Afirmaba ayer un editorial de ABC dedicado a la pederastia que «algo falla en los resortes morales de la sociedad contemporánea», y añadía que «convendría afinar los mecanismos jurídicos, policiales y socioculturales» para evitar estos comportamientos patológicos. Creo que la necesidad de afinar los mecanismos jurídicos y policiales está sobradamente asumida; pero la erradicación de la pederastia exige, ante todo, actitudes morales inequívocas que nuestra sociedad, náufraga en los lodazales de una sexualidad libérrima, no se atreve a afrontar. Cada vez que una aberración sexual de estas características es desvelada, la sociedad se rasga farisaicamente las vestiduras y reclama la intervención rauda y severa de la justicia; en cambio, se muestra incapaz de ahondar en las raíces del mal que la corrompe, haciendo examen de conciencia. Las patologías sexuales poseen un factor genético incuestionable. Pero ese factor genético no basta para explicarlas: existe otro al menos igual de determinante que suele soslayarse, pues su análisis obligaría a la sociedad a contemplar ante el espejo el reflejo de su rostro, purulento y abominable. Me estoy refiriendo, claro está, al factor cultural.

Las patologías sexuales hallan su caldo de cultivo en ambientes sociales que favorecen la represión de la sexualidad (esto es comúnmente aceptado); también en aquellos que estimulan su hipertrofia, multiplicando hasta la saturación los mensajes libidinosos y promoviendo la práctica de una sexualidad liberada de cortapisas. Naturalmente, formular esta segunda posibilidad nos convierte inmediatamente en reaccionarios, pues la sociedad contemporánea se siente muy cómoda y feliz convertida en un perro de Paulov que responde sin rebozo a cualquier estímulo sexual. Pero mientras no aceptemos que la sexualidad humana es una fuerza arrasadora que exige diques y contenciones, los casos de pederastia y de otras aberraciones sexuales se multiplicarán en progresión geométrica. Una vez detectados, podremos castigarlos con severidad; pero el castigo nunca bastará para erradicar una enfermedad social que, en sus manifestaciones más morbosas, puede llegar a pisotear lo más sagrado.

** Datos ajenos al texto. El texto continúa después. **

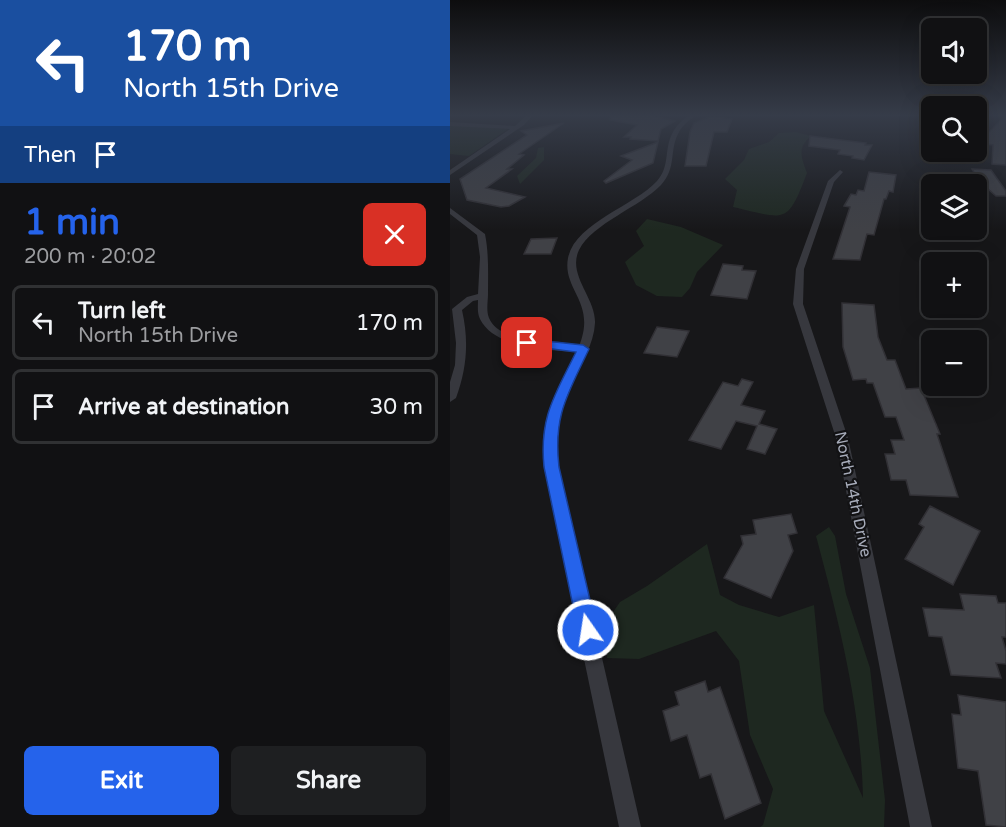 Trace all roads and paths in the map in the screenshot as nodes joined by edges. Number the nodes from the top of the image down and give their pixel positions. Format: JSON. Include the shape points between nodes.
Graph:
{"nodes":[{"id":1,"x":480,"y":153,"type":"edge"},
{"id":2,"x":670,"y":153,"type":"edge"},
{"id":3,"x":840,"y":172,"type":"dead end"},
{"id":4,"x":450,"y":173,"type":"edge"},
{"id":5,"x":450,"y":210,"type":"edge"},
{"id":6,"x":483,"y":296,"type":"junction"},
{"id":7,"x":583,"y":349,"type":"junction"},
{"id":8,"x":450,"y":398,"type":"edge"},
{"id":9,"x":630,"y":827,"type":"edge"},
{"id":10,"x":921,"y":827,"type":"edge"}],
"edges":[{"from":1,"to":4,"type":"street"},
{"from":2,"to":7,"type":"street","via":[[669,168],[659,182],[588,235],[574,252],[573,274],[590,313]]},
{"from":3,"to":10,"type":"street","name":"North 14th Drive","via":[[831,181],[800,269],[798,304],[845,448]]},
{"from":5,"to":6,"type":"street","via":[[481,234]]},
{"from":6,"to":7,"type":"street","via":[[484,318],[505,336],[538,345]]},
{"from":6,"to":8,"type":"street","via":[[470,299],[457,309],[462,335],[460,375]]},
{"from":7,"to":9,"type":"street","via":[[552,418],[551,467]]}]}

Hasta que no entendamos que la sexualidad debe ser encauzada hacia manifestaciones sanas, controladas y responsables, seguiremos padeciendo estos sobresaltos. La sexualidad humana, cuando se permite que campe por sus fueros, acaba aspirando a nuevos finisterres imaginativos que hasta entonces le han sido vedados. Pensemos, por ejemplo, en la multitud de programas televisivos que hacen de la incitación sexual motivo recurrente, so capa de un entretenimiento desinhibido o -lo que aún resulta más sórdido- de una divulgación educativa. El espectador asiduo de estos programas, abrumado por el despliegue de reclamos eróticos, se convierte sin saberlo en un salido chorreante de flujos y deseoso de poner en práctica las enseñanzas que acaba de recibir. Enseñanzas que, por supuesto, parten siempre de la misma premisa: «En sexo todo está permitido, siempre que la otra parte consienta». Como la búsqueda de ese consentimiento suele ser ardua, casi irrealizable, el espectador de estos programas se queda con la cantinela permisiva. Uno de los pederastas recientemente detenido acaba de reconocerse «incapaz de mantener relaciones con adultos»; inevitablemente, al toparse con este obstáculo insalvable, el torrente desatado de su sexualidad ha buscado el desaguadero del sexo infantil. A los niños ni siquiera hace falta pedirles permiso.

Desengañémonos: mientras aceptemos con pasivo deleite nuestro papel de perros de Paulov ante la incitación sexual, no hará sino crecer abrumadoramente el número de las patologías sexuales.